Lavoro autonomo: partita iva, quanto mi costi

Quali sono le spese per aprire la partita iva? E' sempre necessario averne una per lavorare in modo autonomo? Ecco le risposte a queste ed altre domande

La partita iva è un codice di 11 cifre che viene attribuito ad ogni individuo o azienda che ne faccia richiesta. Questo codice consente a lavoratori autonomi, ditte individuali e società di diventare soggetti fiscalmente riconoscibili. Aprire una partita iva, oggi, è un’operazione abbastanza facile da fare per via delle semplificazioni introdotte grazie all’uso della rete. E’, infatti, sufficiente aprire un’ apposita sezione del sito dell’Agenzia delle Entrate per scaricare i moduli necessari, che poi saranno di nuovo inoltrati per via telematica. Questa procedura non ha, di fatto, alcun costo, ma, nel lungo periodo, mantenere una partita iva può comportare spese abbastanza considerevoli.
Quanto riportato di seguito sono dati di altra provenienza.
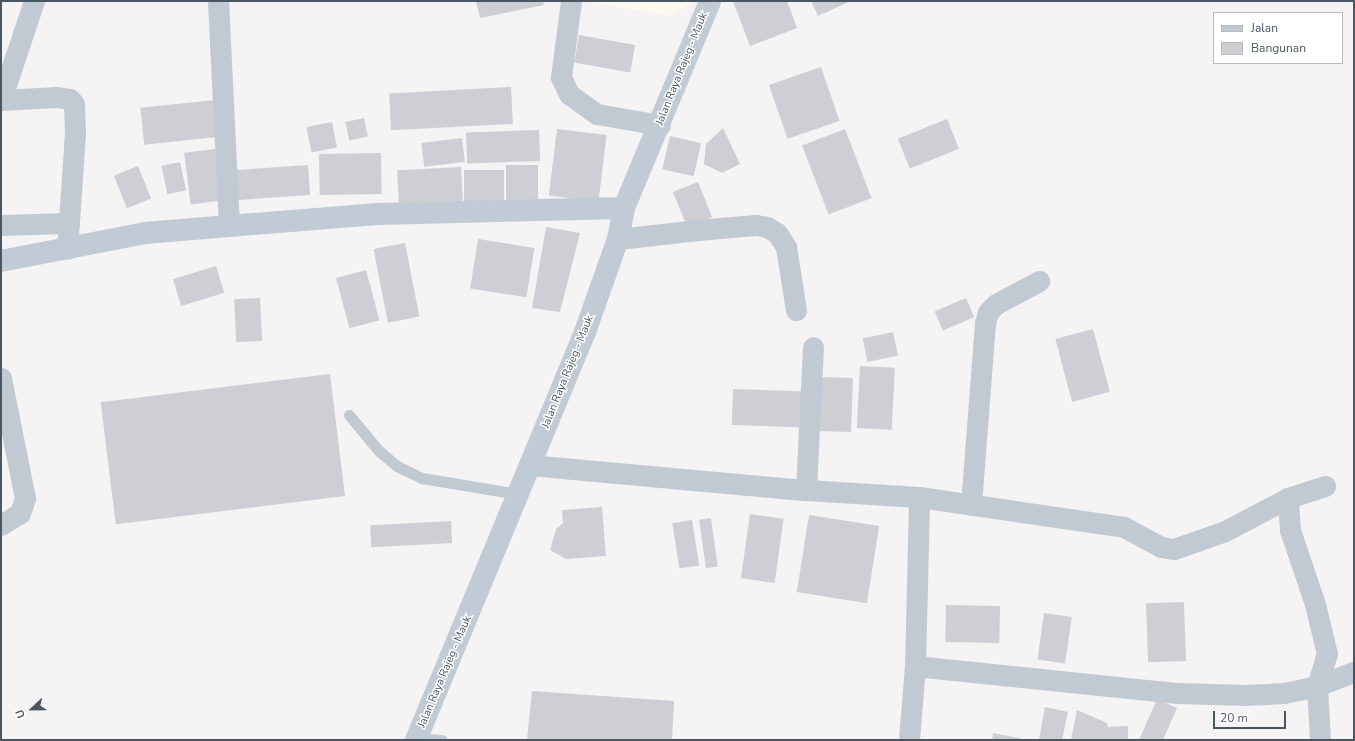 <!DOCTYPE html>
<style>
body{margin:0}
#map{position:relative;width:1355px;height:741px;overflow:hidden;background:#f5f3f3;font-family:"Nunito Sans",sans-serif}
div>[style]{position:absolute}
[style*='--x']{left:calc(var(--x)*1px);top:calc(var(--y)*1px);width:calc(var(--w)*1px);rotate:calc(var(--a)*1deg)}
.commercial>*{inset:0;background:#fdf9ef}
.building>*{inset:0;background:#cdcfd5;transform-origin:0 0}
.lane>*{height:11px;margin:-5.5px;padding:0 5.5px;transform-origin:5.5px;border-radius:5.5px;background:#c1cad2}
.street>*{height:21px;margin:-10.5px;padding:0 10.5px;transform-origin:10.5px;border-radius:10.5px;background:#c1cad2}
.secondary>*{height:22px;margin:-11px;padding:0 11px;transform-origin:11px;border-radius:11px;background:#c1cbd6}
span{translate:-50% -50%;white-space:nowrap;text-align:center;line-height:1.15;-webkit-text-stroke:3px #fff;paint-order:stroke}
.street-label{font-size:11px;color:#4a5661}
.frame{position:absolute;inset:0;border:2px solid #4a5661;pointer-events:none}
.legend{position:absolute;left:1213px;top:12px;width:130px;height:52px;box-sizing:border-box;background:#fff;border:1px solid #b7bbc0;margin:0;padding:5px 7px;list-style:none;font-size:12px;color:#4a5661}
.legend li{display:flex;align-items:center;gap:8px;height:20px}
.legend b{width:20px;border:1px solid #b7bbc0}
.north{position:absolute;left:12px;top:689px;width:40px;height:40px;-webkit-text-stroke:3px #fff;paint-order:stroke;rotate:248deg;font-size:11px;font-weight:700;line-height:16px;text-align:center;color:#4a5661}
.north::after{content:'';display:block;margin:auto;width:14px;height:18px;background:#4a5661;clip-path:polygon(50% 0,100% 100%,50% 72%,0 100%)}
.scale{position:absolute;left:1213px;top:711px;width:73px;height:18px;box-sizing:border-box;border:2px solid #4a5661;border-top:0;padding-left:5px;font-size:12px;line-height:14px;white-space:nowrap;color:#4a5661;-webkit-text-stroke:3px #fff;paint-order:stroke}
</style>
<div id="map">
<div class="commercial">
<i style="clip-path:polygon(585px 1px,694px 1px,670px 16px)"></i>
</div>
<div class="building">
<i style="clip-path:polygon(476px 1px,543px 1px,544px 5px,480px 18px)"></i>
<i style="clip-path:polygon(733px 1px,787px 1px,797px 28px,750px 46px)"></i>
<i style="clip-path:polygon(811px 1px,851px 1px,818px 16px)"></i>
<i style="left:579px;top:35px;width:57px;height:28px;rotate:10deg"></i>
<i style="left:821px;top:67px;width:57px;height:55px;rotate:71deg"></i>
<i style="left:511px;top:87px;width:37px;height:122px;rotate:87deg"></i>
<i style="left:215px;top:100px;width:37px;height:75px;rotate:84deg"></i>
<i style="left:364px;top:118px;width:19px;height:19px;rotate:78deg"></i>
<i style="left:947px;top:119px;width:32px;height:53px;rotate:68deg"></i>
<i style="left:332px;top:122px;width:26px;height:26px;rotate:79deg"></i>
<i style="clip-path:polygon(723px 128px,740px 164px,722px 173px,704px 164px,706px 144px)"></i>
<i style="left:557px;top:129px;width:50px;height:67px;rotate:7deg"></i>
<i style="left:845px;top:129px;width:74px;height:46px;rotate:69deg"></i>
<i style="left:539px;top:130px;width:31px;height:73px;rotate:88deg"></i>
<i style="left:670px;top:136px;width:32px;height:34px;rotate:13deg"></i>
<i style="left:462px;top:138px;width:24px;height:41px;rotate:83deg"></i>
<i style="left:215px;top:149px;width:52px;height:31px;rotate:83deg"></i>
<i style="left:381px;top:153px;width:41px;height:62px;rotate:89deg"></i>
<i style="left:180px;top:162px;width:29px;height:19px;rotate:78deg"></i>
<i style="left:308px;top:165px;width:30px;height:72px;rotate:86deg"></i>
<i style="left:506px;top:165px;width:32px;height:41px"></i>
<i style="left:138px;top:166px;width:35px;height:26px;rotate:68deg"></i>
<i style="left:461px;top:167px;width:40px;height:64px;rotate:87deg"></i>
<i style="left:464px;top:170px;width:40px;height:39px"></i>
<i style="left:698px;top:182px;width:38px;height:27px;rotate:68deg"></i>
<i style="clip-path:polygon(546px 227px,580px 233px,560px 312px,532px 308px)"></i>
<i style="left:478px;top:239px;width:57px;height:50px;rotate:9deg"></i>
<i style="left:405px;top:243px;width:75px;height:32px;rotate:79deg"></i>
<i style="left:216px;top:266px;width:28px;height:45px;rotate:73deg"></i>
<i style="left:366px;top:270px;width:52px;height:31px;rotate:75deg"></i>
<i style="left:260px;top:298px;width:43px;height:26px;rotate:87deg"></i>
<i style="left:966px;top:298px;width:21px;height:34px;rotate:67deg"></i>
<i style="left:1093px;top:329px;width:65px;height:39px;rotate:75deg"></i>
<i style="left:893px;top:332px;width:24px;height:31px;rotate:78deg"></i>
<i style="left:860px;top:366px;width:35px;height:62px;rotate:3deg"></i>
<i style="left:330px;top:374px;width:123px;height:231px;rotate:83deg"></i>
<i style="left:821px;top:377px;width:32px;height:54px;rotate:2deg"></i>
<i style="left:733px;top:389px;width:73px;height:36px;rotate:2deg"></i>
<i style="clip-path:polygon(602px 507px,606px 556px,566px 559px,550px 550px,556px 529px,563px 523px,562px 510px)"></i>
<i style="left:750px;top:514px;width:34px;height:65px;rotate:8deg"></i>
<i style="left:809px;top:515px;width:71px;height:78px;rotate:9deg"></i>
<i style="left:711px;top:518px;width:49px;height:12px;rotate:82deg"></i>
<i style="left:692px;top:520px;width:46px;height:20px;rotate:81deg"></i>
<i style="left:451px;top:521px;width:22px;height:81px;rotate:87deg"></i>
<i style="left:1184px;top:602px;width:59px;height:38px;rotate:88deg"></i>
<i style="left:946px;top:605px;width:54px;height:37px;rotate:1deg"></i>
<i style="left:1044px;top:613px;width:28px;height:47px;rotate:8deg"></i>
<i style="clip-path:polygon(532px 691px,674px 701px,672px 740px,527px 740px)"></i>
<i style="clip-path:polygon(1157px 699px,1177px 708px,1163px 740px,1139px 740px)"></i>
<i style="clip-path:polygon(1045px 707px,1068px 712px,1062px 740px,1039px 740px)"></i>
<i style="clip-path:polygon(1077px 710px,1107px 723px,1108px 727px,1128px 726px,1128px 740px,1071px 740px)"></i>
<i style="clip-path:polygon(993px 733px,1020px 738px,1019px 740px,992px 740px)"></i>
</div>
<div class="lane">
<i style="--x:349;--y:415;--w:47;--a:50.2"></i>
<i style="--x:379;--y:451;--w:23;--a:40"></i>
<i style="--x:397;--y:466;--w:28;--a:26"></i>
<i style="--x:422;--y:478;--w:97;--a:9.5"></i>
<i style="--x:417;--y:738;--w:25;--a:5"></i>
</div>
<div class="street">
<i style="--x:218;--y:1;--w:225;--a:87.2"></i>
<i style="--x:571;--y:1;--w:77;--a:97.5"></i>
<i style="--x:561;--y:77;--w:19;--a:65"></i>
<i style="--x:569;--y:94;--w:34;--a:36"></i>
<i style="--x:597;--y:114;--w:64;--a:9.9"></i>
<i style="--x:6;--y:85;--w:89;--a:-71.6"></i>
<i style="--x:1;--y:100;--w:56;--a:-3.1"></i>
<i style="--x:57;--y:97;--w:13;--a:9"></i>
<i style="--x:70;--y:99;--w:6;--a:51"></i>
<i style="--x:74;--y:104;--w:29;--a:88"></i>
<i style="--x:75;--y:133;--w:116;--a:93.9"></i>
<i style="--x:1;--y:225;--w:68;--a:-1.7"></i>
<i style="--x:618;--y:239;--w:80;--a:-6.5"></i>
<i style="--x:697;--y:230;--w:59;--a:-4.8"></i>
<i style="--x:756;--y:225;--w:11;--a:10"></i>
<i style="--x:767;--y:227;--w:12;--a:31"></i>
<i style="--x:777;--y:233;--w:17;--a:57"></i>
<i style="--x:786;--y:247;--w:64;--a:81"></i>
<i style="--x:1;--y:378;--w:122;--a:78.7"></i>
<i style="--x:25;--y:498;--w:16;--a:108"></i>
<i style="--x:20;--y:513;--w:22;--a:148"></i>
<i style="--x:529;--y:465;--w:278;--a:5.2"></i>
<i style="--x:806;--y:490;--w:113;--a:3.5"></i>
<i style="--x:919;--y:497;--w:207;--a:8.3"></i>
<i style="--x:1124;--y:527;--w:42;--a:28.4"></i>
<i style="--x:1161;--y:547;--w:13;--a:9"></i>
<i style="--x:1174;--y:549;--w:54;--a:-19.4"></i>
<i style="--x:1225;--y:531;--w:71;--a:-27.6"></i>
<i style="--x:806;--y:490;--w:143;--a:-87.2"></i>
<i style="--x:971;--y:505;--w:183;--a:-85.6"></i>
<i style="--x:985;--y:323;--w:11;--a:-75"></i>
<i style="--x:988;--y:312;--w:11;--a:-45"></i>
<i style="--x:996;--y:304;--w:49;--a:-28.1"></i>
<i style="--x:915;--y:666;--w:264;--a:5.9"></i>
<i style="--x:1178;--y:693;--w:68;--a:1.7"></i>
<i style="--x:1246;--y:695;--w:38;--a:-3"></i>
<i style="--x:1284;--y:693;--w:34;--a:-12"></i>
<i style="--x:1317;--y:686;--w:54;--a:86.8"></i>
<i style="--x:1317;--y:686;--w:34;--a:-73"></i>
<i style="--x:1327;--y:654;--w:51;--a:-103.5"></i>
<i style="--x:1315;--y:604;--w:78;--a:-108.7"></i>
<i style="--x:1290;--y:530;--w:32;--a:-94"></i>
<i style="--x:1288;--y:498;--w:39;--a:-18"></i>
<i style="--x:1317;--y:686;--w:40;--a:-21"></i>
<i style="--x:909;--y:740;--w:74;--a:-85.4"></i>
<i style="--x:915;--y:666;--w:169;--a:-88.6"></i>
</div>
<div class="secondary">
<i style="--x:1;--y:261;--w:147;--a:-11"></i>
<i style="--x:145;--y:233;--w:84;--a:-4.8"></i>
<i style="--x:229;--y:226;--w:149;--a:-4.6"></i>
<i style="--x:378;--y:214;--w:246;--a:-1.4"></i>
<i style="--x:416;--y:740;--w:442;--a:-67.5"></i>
<i style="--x:585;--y:332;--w:99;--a:-70.5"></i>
<i style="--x:618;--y:239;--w:32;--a:-79"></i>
<i style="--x:624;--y:208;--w:224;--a:-67.4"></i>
</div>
<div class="street-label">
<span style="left:682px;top:69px;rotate:-68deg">Jalan Raya Rajeg - Mauk</span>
<span style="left:568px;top:372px;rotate:-68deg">Jalan Raya Rajeg - Mauk</span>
<span style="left:445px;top:672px;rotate:-67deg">Jalan Raya Rajeg - Mauk</span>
</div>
<div class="frame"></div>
<ul class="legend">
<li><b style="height:5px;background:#c1cbd6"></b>Jalan</li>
<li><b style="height:11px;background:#cdcfd5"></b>Bangunan</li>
</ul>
<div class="north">U</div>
<div class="scale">20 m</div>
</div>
Innanzitutto, sarà necessario pagare ogni anno i diritti camerali legati all’iscrizione al Registro delle imprese: la cifra è pari a circa 100 euro annui. Occorre poi aggiungere tutte le spese inerenti la gestione dei libri contabili, attività di solito affidata ad un commercialista, il quale vi applicherà il suo onorario, spesso molto salato. Inoltre, l’apertura di una partita iva comporta l’obbligo di assolvere ai vari adempimenti fiscali e contributivi obbligatori. I soli contributi minimi previdenziali corrispondono, oggi, ad un’aliquota che è pari al 22,65% dei vostri redditi.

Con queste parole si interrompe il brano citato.